Answer
See explanation
Work Step by Step
To analyze the continuity of the function
\[
f(x, y) = \begin{cases}
\frac{\sin(xy)}{xy} & \text{if } xy \neq 0 \\
1 & \text{if } xy = 0
\end{cases}
\]
we need to understand how \( f(x, y) \) behaves as \((x, y) \to (0, 0)\) and whether the limit matches the value defined at the origin, \( f(0, 0) = 1 \).
### Step 1: Find the Limit of \( f(x, y) \) as \( (x, y) \to (0, 0) \)
Let’s examine the behavior of \( \frac{\sin(xy)}{xy} \) as \((x, y) \to (0, 0)\).
Recall that for any variable \( u \), \( \lim_{u \to 0} \frac{\sin u}{u} = 1 \). Here, let \( u = xy \), so as \( (x, y) \to (0, 0) \), we have \( u \to 0 \). Therefore,
\[
\lim_{(x, y) \to (0, 0)} \frac{\sin(xy)}{xy} = 1
\]
This suggests that as \((x, y) \to (0, 0)\), \( f(x, y) \) approaches \(1\), which is the value of \(f(0, 0)\).

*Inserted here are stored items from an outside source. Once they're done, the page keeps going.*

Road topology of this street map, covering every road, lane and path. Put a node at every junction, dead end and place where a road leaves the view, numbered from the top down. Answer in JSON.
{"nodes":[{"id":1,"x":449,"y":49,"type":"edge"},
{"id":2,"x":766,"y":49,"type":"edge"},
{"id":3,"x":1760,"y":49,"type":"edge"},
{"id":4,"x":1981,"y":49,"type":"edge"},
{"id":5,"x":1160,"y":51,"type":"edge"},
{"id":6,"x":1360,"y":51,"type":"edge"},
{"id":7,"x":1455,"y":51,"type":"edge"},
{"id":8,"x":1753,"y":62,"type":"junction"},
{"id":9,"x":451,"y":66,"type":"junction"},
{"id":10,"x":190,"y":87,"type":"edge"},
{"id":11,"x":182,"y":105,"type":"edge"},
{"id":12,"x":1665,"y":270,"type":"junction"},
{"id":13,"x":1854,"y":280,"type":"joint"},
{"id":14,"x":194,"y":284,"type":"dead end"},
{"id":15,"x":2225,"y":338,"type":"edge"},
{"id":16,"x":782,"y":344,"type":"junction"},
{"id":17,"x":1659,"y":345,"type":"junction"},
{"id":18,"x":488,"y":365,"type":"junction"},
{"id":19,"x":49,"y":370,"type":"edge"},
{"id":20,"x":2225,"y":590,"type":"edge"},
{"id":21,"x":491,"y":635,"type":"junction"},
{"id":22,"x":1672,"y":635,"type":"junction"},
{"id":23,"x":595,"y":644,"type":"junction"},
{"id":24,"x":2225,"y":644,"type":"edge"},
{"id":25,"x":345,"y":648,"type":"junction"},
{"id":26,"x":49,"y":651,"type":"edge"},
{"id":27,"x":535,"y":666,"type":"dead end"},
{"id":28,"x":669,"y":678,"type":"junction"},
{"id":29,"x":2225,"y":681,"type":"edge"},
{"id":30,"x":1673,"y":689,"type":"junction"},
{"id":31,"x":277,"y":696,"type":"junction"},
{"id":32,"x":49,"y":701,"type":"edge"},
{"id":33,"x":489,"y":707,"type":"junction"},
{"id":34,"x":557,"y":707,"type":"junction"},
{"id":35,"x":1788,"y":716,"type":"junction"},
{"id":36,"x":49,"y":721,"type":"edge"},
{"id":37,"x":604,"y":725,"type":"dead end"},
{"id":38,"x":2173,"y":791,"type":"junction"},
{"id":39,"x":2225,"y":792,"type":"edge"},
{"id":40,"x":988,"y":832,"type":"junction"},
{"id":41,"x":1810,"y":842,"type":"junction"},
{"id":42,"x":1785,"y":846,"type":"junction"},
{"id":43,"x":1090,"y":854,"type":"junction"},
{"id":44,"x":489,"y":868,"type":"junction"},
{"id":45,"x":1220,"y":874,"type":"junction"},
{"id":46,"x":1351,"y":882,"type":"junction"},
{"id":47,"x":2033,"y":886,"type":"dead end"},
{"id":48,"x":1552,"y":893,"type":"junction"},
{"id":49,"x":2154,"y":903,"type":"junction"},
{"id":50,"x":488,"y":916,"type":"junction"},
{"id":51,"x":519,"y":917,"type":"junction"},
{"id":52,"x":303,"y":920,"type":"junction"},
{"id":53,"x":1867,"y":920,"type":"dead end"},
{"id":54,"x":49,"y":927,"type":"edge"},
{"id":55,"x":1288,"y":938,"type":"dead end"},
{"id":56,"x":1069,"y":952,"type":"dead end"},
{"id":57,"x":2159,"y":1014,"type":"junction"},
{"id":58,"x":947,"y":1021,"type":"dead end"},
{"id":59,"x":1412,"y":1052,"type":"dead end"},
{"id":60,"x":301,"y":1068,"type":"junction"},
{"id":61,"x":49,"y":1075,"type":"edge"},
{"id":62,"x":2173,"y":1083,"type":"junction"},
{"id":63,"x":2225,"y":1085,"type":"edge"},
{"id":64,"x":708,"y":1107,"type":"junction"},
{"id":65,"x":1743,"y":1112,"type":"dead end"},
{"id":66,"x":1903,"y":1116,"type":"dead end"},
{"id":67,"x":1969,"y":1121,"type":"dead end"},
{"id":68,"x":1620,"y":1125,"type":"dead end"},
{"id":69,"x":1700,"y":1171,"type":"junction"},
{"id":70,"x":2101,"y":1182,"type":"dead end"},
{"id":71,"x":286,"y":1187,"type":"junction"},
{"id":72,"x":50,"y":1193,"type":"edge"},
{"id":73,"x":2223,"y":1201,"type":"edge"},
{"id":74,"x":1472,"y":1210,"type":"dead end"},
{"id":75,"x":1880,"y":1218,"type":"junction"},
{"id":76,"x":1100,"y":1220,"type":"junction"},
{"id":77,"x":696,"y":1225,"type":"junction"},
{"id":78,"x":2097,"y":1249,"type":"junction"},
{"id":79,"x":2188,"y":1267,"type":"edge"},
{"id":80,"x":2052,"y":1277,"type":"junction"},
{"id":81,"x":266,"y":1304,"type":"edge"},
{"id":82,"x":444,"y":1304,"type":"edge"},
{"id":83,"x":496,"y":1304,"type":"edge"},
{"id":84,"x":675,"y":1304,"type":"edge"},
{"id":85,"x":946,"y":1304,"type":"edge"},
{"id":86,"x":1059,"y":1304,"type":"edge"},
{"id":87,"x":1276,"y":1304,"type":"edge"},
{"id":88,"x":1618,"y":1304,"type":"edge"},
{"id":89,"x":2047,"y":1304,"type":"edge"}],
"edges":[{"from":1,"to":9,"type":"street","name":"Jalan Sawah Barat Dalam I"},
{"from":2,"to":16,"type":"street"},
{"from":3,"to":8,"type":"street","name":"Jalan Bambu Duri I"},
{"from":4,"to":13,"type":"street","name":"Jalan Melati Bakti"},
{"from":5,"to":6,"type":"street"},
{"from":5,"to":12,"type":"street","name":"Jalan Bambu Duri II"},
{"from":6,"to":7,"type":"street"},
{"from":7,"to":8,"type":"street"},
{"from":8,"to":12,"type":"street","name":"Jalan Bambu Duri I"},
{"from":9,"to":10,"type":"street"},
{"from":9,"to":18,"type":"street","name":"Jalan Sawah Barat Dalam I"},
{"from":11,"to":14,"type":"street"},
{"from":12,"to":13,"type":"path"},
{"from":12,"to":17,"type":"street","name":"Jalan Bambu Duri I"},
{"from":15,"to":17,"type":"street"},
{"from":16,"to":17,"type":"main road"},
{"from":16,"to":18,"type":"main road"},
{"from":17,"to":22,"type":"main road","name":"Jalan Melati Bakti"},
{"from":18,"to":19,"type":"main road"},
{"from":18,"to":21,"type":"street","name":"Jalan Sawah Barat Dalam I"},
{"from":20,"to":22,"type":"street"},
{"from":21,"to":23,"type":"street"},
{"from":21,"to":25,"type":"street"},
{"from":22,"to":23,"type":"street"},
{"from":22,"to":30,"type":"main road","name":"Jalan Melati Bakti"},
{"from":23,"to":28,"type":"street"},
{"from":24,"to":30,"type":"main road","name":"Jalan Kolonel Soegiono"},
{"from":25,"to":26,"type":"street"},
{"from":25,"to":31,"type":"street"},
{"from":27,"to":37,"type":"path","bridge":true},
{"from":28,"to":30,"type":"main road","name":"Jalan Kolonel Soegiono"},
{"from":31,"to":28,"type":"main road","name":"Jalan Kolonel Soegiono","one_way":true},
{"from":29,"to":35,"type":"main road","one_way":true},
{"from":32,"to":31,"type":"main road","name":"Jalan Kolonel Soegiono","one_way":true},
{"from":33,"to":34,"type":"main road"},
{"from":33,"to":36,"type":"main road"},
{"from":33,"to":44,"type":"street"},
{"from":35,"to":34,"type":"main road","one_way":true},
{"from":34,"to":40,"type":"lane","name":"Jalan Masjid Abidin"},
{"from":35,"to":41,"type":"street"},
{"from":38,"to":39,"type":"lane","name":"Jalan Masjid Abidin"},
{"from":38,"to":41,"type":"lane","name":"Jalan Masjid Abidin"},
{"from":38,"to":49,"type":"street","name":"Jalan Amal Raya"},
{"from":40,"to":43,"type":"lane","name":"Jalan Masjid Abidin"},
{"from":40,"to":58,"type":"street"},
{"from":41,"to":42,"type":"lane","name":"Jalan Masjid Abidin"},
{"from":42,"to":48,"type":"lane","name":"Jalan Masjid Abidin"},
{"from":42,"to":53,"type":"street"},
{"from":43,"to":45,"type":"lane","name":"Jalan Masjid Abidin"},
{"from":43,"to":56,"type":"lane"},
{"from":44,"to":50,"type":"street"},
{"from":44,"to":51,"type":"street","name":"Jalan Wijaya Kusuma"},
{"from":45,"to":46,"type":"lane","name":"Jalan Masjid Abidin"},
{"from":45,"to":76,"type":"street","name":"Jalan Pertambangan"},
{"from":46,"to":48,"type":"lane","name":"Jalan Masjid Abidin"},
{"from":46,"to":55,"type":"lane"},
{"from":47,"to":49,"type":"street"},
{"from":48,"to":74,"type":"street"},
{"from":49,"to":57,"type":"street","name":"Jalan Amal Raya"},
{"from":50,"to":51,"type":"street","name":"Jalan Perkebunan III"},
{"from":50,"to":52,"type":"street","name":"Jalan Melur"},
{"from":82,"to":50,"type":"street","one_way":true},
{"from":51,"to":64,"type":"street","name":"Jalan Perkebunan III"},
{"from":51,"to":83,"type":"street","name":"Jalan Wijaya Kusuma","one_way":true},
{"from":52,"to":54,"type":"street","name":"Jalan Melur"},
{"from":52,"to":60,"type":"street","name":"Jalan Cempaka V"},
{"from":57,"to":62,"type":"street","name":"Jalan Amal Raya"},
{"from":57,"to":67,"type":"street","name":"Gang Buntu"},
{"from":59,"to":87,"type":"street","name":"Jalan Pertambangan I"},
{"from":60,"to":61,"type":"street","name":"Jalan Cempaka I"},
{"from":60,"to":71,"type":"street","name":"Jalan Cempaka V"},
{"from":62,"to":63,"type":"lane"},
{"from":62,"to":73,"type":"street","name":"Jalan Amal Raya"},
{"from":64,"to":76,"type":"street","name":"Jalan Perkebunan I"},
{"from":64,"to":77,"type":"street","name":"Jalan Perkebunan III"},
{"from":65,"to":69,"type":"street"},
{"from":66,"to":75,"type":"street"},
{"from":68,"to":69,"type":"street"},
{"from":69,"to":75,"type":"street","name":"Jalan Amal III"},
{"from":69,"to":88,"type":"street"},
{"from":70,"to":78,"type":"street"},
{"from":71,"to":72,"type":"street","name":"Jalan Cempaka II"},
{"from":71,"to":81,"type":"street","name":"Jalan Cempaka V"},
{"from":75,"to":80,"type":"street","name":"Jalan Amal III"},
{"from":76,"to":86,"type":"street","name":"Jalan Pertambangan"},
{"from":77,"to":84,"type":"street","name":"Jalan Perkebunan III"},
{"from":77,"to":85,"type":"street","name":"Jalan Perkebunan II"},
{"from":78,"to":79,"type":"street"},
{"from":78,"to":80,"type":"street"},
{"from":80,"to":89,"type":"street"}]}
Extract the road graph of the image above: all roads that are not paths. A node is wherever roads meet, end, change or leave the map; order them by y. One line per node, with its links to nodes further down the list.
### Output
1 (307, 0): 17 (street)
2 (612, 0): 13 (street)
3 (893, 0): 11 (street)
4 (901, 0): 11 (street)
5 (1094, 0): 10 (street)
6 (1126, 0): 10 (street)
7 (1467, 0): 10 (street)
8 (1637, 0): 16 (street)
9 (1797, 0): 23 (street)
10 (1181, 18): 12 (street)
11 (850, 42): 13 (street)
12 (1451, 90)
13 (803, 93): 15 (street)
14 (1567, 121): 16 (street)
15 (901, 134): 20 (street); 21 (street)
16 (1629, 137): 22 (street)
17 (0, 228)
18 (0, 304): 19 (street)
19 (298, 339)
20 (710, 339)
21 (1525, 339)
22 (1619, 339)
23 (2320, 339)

### Step 2: Continuity of \( f(x, y) \) at \( (0, 0) \)
To be continuous at \((0, 0)\), we need:
1. \(f(0, 0) = 1\)
2. \(\lim_{(x, y) \to (0, 0)} f(x, y) = 1\)
Since both of these conditions are satisfied, \(f(x, y)\) is continuous at \((0, 0)\).